----- Record extracts -----

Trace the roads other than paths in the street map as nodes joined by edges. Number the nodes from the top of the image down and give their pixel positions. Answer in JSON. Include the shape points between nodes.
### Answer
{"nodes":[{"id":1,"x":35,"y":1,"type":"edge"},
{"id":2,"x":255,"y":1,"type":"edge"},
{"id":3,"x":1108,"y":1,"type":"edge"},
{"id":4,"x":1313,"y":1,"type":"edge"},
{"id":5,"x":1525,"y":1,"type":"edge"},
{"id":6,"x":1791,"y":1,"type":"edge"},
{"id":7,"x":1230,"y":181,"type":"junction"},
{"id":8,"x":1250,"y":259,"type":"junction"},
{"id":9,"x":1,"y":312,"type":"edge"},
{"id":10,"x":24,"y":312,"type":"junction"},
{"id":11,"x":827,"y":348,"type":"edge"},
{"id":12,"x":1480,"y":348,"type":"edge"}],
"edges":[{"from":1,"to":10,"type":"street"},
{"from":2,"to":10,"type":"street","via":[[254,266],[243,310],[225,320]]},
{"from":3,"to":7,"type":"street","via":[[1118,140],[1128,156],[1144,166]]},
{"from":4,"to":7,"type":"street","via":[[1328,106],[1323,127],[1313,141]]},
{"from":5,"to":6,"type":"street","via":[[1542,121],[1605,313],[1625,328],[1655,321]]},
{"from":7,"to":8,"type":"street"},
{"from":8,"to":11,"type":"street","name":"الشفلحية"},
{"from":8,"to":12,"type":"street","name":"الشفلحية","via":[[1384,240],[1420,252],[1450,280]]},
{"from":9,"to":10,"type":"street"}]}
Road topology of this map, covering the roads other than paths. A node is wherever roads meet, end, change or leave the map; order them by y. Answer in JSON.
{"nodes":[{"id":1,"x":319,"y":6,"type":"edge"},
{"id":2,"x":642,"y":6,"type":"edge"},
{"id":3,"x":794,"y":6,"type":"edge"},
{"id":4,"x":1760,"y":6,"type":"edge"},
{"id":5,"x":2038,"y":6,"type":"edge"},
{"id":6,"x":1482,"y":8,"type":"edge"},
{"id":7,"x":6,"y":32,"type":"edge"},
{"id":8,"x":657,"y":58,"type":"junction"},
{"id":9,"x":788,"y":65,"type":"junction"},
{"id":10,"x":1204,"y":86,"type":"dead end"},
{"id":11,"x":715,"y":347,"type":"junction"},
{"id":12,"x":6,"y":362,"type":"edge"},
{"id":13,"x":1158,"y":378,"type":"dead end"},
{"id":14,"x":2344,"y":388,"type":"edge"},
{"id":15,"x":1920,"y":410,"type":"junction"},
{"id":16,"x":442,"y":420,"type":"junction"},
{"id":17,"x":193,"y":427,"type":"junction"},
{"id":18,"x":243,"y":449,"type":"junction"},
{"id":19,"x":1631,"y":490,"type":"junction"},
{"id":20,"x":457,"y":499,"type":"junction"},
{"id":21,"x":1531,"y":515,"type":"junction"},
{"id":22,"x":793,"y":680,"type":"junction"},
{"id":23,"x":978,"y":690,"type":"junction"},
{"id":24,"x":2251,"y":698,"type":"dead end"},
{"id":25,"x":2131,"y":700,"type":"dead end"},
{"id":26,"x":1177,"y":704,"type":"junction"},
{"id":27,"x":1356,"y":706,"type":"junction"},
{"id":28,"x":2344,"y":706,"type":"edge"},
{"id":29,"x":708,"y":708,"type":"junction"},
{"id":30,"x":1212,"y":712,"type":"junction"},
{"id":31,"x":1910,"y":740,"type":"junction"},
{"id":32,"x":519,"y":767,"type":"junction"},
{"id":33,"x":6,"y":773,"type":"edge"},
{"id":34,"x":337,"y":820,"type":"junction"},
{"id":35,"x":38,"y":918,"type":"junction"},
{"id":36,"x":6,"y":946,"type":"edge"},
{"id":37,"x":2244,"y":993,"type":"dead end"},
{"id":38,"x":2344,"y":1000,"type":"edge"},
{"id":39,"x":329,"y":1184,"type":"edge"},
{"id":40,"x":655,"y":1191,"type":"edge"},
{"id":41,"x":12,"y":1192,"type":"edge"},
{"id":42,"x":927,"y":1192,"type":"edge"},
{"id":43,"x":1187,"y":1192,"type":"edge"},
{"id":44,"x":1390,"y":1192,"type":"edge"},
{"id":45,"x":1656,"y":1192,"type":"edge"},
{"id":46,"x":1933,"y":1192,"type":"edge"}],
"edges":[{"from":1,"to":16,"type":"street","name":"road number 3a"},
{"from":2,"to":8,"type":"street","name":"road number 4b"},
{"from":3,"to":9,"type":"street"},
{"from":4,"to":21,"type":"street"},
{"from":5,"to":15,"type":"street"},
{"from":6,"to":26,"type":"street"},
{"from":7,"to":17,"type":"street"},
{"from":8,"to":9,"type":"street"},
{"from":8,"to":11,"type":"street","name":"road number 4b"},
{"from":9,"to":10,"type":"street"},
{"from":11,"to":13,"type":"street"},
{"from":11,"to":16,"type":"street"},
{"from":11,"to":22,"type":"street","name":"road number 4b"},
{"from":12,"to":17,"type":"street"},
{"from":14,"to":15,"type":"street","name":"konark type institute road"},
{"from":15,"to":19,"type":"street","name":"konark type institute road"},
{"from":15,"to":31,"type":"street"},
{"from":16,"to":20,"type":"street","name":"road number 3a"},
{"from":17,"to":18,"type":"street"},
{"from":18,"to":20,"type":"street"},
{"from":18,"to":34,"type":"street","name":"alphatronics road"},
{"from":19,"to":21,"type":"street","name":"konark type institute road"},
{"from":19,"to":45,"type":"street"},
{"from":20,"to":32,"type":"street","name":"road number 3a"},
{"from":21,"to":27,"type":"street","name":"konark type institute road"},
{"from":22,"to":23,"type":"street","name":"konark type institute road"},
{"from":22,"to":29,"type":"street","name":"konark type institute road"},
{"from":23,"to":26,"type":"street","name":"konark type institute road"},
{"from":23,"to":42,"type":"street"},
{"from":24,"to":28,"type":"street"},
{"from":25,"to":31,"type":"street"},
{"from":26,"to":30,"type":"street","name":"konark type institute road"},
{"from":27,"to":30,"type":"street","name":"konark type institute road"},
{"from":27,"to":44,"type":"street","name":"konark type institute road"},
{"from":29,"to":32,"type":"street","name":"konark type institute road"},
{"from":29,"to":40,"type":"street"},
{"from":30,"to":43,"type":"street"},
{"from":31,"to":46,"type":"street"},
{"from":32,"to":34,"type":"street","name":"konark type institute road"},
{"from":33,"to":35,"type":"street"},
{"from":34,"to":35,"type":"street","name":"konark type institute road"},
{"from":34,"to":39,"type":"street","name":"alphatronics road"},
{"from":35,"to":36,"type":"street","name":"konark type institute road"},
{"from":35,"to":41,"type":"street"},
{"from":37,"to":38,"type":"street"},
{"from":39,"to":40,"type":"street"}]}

-----

Work to complete: Within the entries above, report how many lines contain the word "dead"; the figure is all that is wanted.

Solution to this problem: 5